*Your task*. Nothing but the lines from the one holding "index tip: (458, 260)" through the last line of the material below should be set down, exactly and without images.

--

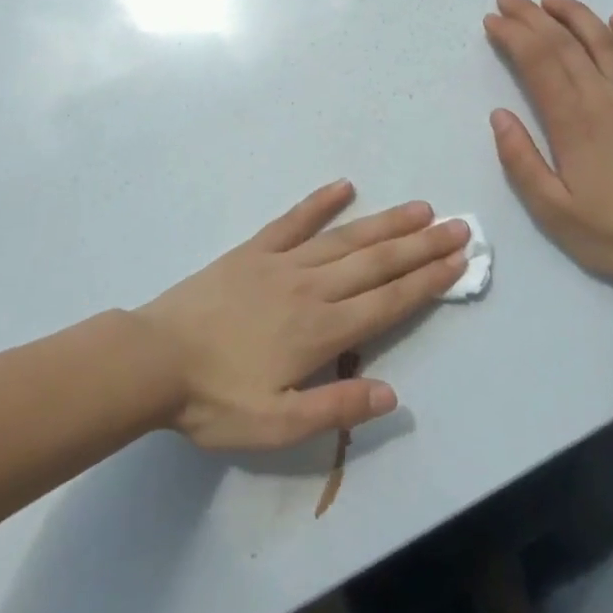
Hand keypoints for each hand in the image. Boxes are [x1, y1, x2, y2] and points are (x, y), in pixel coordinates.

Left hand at [136, 182, 468, 449]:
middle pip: (376, 262)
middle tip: (458, 225)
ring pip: (346, 238)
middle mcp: (311, 288)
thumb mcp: (275, 426)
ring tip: (420, 209)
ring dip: (386, 223)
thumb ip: (335, 409)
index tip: (458, 260)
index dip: (426, 281)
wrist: (153, 359)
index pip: (387, 302)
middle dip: (421, 245)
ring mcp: (281, 263)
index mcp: (320, 330)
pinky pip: (293, 221)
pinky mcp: (253, 250)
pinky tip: (344, 186)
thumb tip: (393, 395)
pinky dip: (320, 203)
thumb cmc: (214, 400)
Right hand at [483, 0, 612, 292]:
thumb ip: (521, 159)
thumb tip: (499, 115)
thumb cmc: (608, 233)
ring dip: (577, 15)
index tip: (493, 20)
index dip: (513, 36)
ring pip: (606, 43)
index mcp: (573, 122)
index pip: (538, 62)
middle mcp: (606, 100)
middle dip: (532, 16)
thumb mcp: (550, 208)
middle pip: (565, 44)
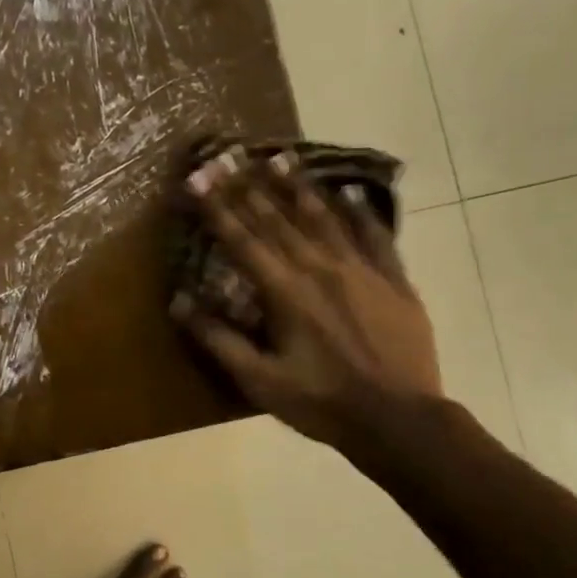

--

*Answer for the task*.
index tip: (458, 260)
index dip: (426, 281)
wrist: (153, 359)
index pip: (387, 302)
middle dip: (421, 245)
ring mcp: (281, 263)
index mcp: (320, 330)
pinky pip: (293, 221)
pinky mcp: (253, 250)
pinky tip: (344, 186)
thumb tip: (393, 395)
pinky dip: (320, 203)
thumb cmc: (214, 400)
Right hand at [483, 0, 612, 292]:
thumb ip: (521, 159)
thumb tip: (499, 115)
thumb cmc: (608, 233)
ring dip: (577, 15)
index tip: (493, 20)
index dip: (513, 36)
ring pip: (606, 43)
index mcp: (573, 122)
index pip: (538, 62)
middle mcp: (606, 100)
middle dip: (532, 16)
thumb mcp: (550, 208)
middle pip: (565, 44)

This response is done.